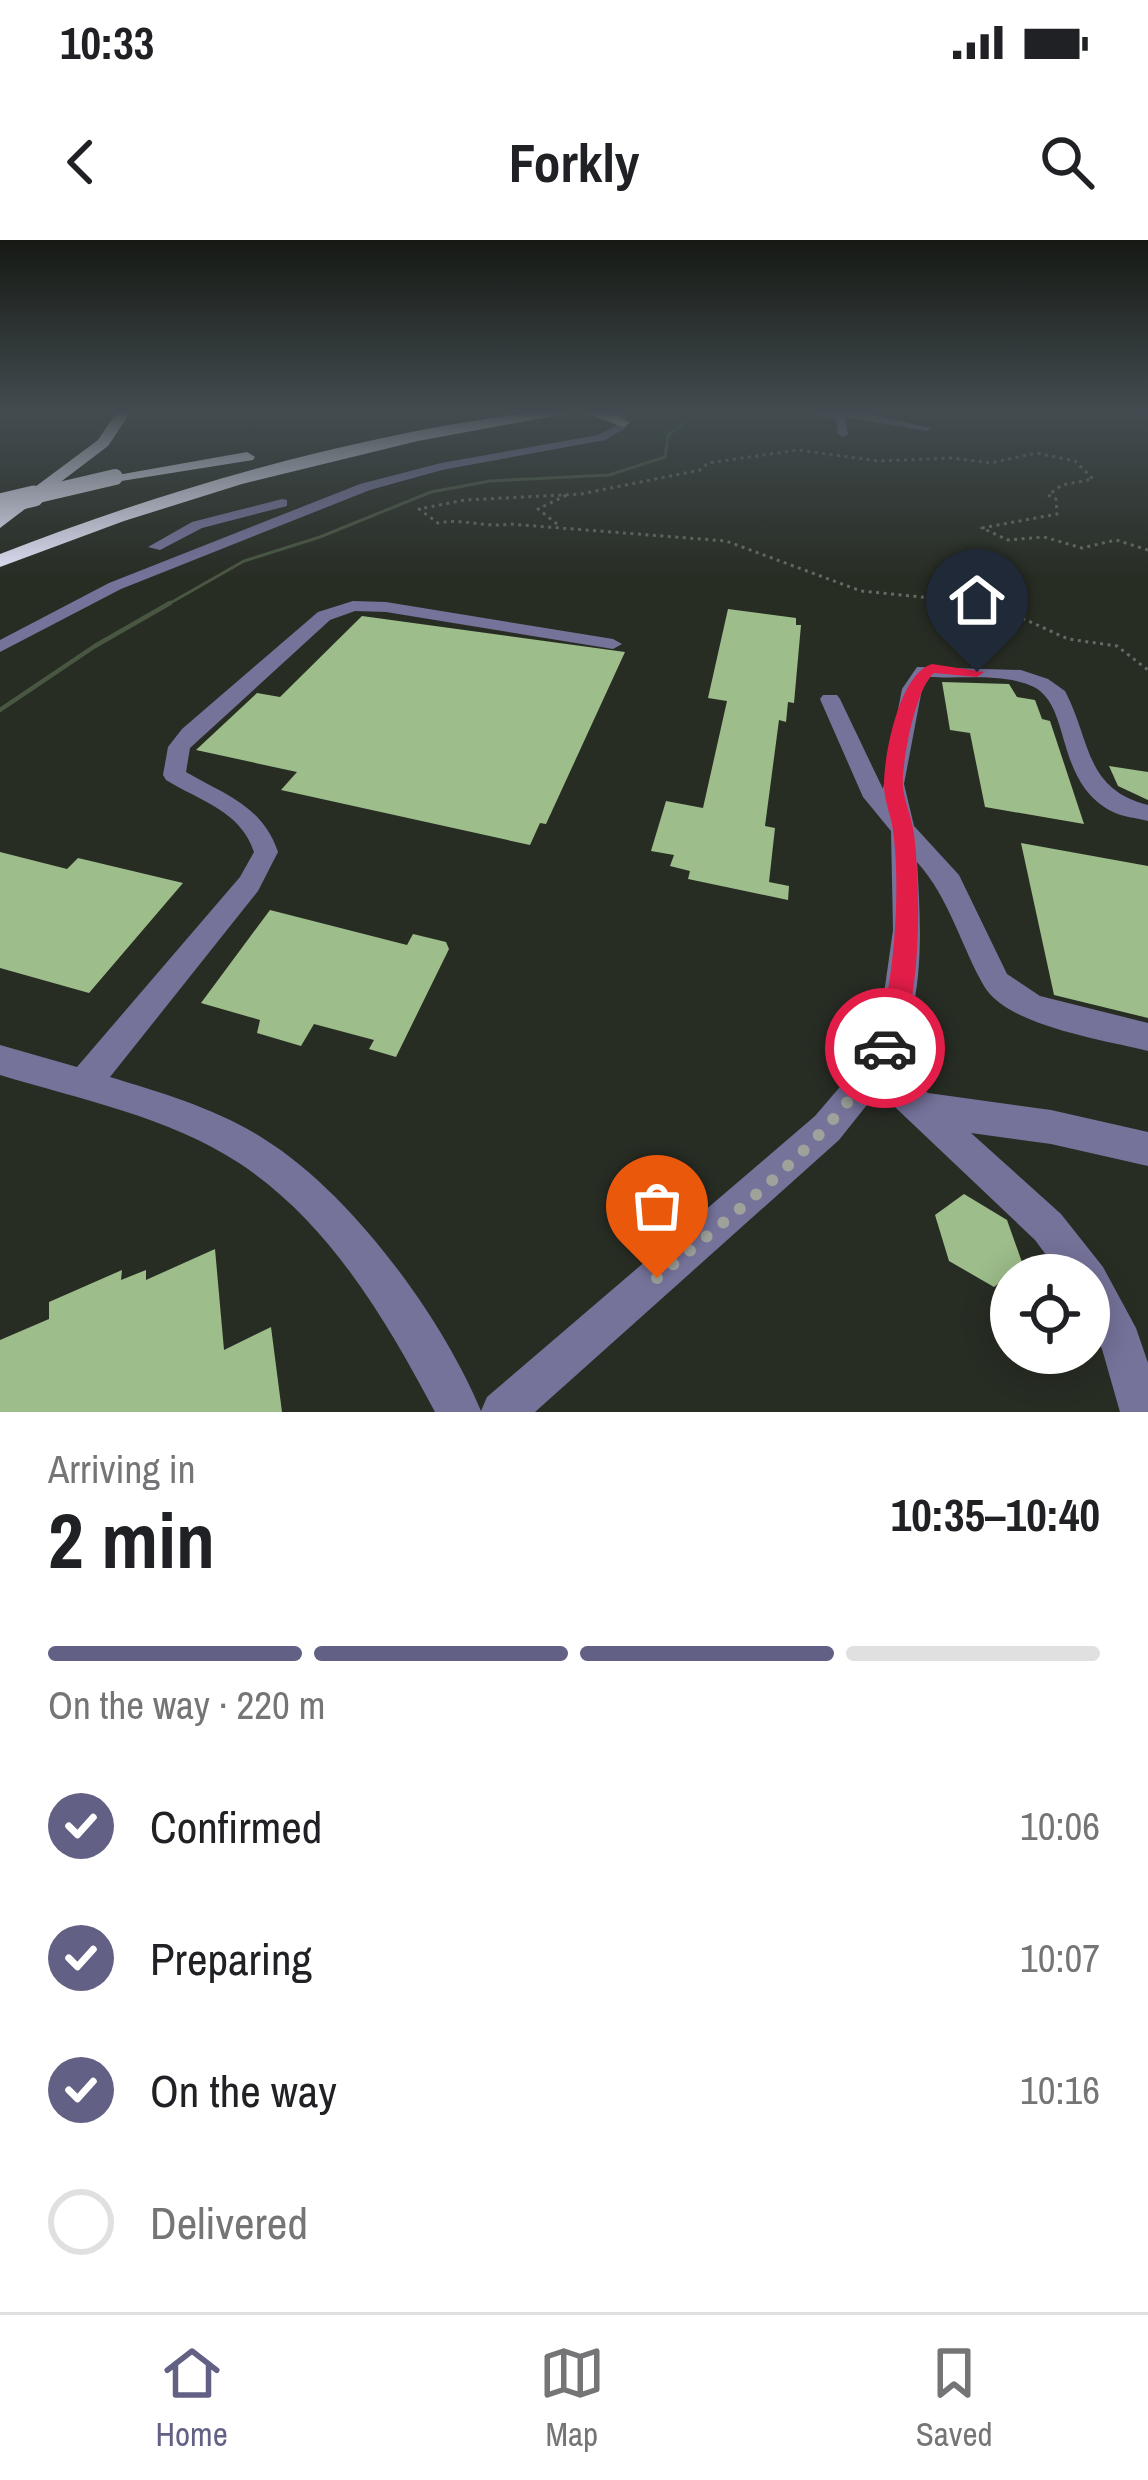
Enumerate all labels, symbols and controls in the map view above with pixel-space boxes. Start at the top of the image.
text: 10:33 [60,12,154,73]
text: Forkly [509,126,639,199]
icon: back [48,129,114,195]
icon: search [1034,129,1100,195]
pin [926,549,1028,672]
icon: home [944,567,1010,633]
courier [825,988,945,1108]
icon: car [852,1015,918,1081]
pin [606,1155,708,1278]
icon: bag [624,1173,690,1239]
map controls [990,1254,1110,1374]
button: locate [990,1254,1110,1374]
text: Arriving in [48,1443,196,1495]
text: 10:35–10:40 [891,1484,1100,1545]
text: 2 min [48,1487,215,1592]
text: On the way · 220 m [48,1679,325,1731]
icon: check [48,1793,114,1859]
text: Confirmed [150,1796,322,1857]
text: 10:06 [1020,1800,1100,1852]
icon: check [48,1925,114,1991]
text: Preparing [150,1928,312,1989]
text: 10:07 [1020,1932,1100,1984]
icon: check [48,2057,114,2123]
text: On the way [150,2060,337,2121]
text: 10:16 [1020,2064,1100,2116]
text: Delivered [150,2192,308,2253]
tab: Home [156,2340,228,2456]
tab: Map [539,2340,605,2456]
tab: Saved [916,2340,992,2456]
####
**Work instruction**
Find the lines in the entries above where "icon" occurs, and copy each of them.

**Written response**
icon: back [48,129,114,195]
icon: search [1034,129,1100,195]
icon: home [944,567,1010,633]
icon: car [852,1015,918,1081]
icon: bag [624,1173,690,1239]
icon: check [48,1793,114,1859]
icon: check [48,1925,114,1991]
icon: check [48,2057,114,2123]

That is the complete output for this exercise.